The result? Out of the 85 countries with complete records of wheat yields, not one showed a p-value less than 0.05, the usual threshold in the climate field. Minimum p-value for the 85 countries is 0.16, far from significant. Nor do things get better when I look at the cross-correlation between sunspots and any country’s wheat yield.
So … once again I’ve looked for a connection between sunspots and a surface dataset, in this case wheat yield, and found nothing. And although as I’ve said many times this doesn’t prove anything, because you can’t prove a negative, it is one more in the increasingly long list of places that I’ve looked for such a connection and found nothing.
Best to you all,
w.
Irregular natural cycles come in a great variety of bandwidths, which dictate the degree to which they resemble the behavior of strictly periodic cycles. That’s why power spectra (F. transforms of autocovariance functions) are used in serious signal analysis of random geophysical time-series. There are trade-offs to be made in such analysis between the confidence limits and the frequency-resolution of the spectral estimates.
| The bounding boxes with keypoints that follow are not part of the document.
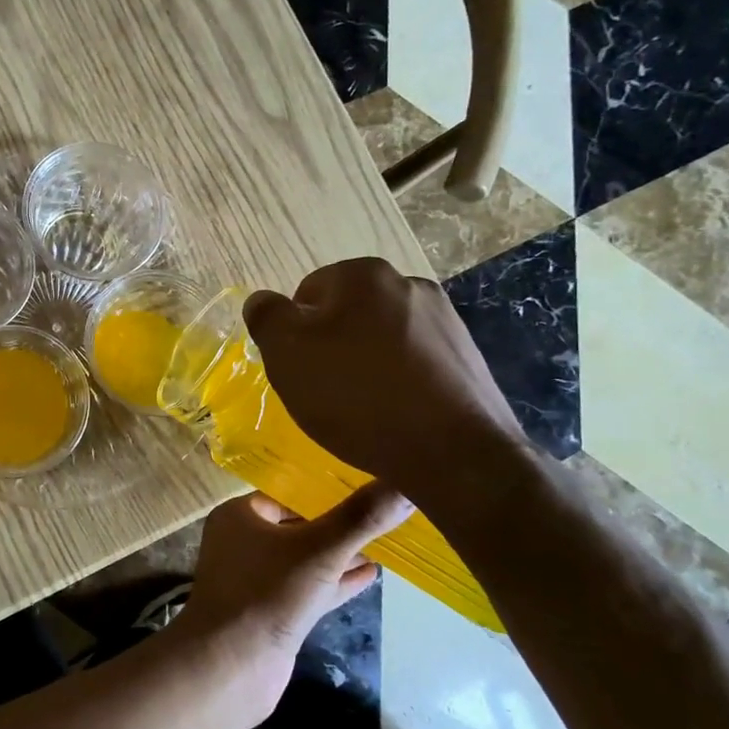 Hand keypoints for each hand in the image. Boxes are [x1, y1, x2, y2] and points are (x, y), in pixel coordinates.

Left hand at [174, 485, 407, 721]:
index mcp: (239, 516)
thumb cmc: (267, 593)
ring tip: (385, 543)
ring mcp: (256, 580)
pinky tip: (372, 575)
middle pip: (297, 525)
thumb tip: (406, 482)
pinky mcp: (272, 613)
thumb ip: (361, 518)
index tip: (367, 483)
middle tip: (383, 512)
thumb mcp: (319, 549)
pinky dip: (336, 582)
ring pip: (305, 559)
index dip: (325, 489)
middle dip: (337, 523)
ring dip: (340, 554)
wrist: (230, 667)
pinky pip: (309, 588)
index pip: (287, 492)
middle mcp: (243, 542)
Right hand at [242, 257, 524, 512]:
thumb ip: (266, 317)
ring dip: (365, 364)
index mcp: (363, 275)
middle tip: (324, 391)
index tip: (299, 370)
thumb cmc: (356, 395)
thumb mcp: (287, 354)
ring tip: (362, 408)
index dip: (294, 334)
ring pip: (382, 338)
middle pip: (347, 314)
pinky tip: (395, 415)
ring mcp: (446, 321)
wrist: (453, 453)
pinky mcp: (467, 358)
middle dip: (331, 346)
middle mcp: (409, 285)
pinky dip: (398, 382)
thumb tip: (261, 301)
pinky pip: (414, 363)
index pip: (308, 294) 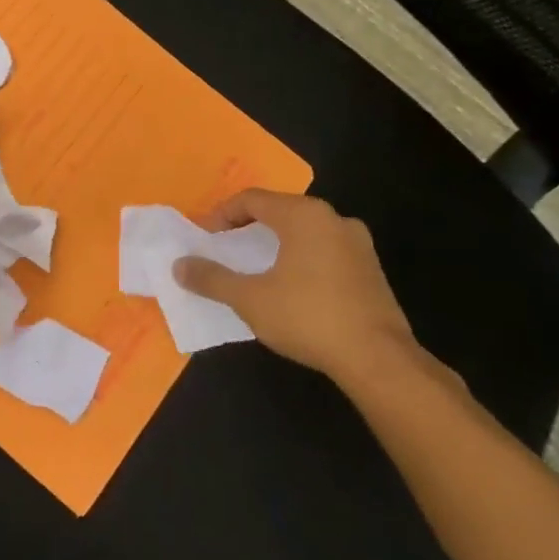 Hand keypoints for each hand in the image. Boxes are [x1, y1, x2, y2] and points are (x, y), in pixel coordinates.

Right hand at [173, 190, 421, 387]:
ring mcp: (358, 243)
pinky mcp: (371, 270)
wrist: (379, 359)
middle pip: (279, 210)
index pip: (252, 199)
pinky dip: (301, 258)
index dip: (221, 214)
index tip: (204, 237)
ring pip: (305, 231)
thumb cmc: (308, 317)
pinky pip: (325, 250)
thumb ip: (211, 278)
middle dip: (248, 227)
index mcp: (303, 215)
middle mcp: (334, 219)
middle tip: (225, 249)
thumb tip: (179, 266)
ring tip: (254, 267)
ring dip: (275, 243)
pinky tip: (290, 286)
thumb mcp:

While raw periodograms, such as employed here, are useful in analyzing strictly periodic time-series, they provide notoriously unreliable, asymptotically inconsistent estimates of the spectral density that characterizes the underlying random process. It’s a grave mistake to conclude on that basis that the natural oscillations are “pseudocycles,” as if their unpredictable irregularity makes them physically less real.
This is for Andy:
You have in recent posts expressed several misconceptions about TSI [PMOD in particular]. I don’t think you inventted those yourself, so I am interested in where you got them from.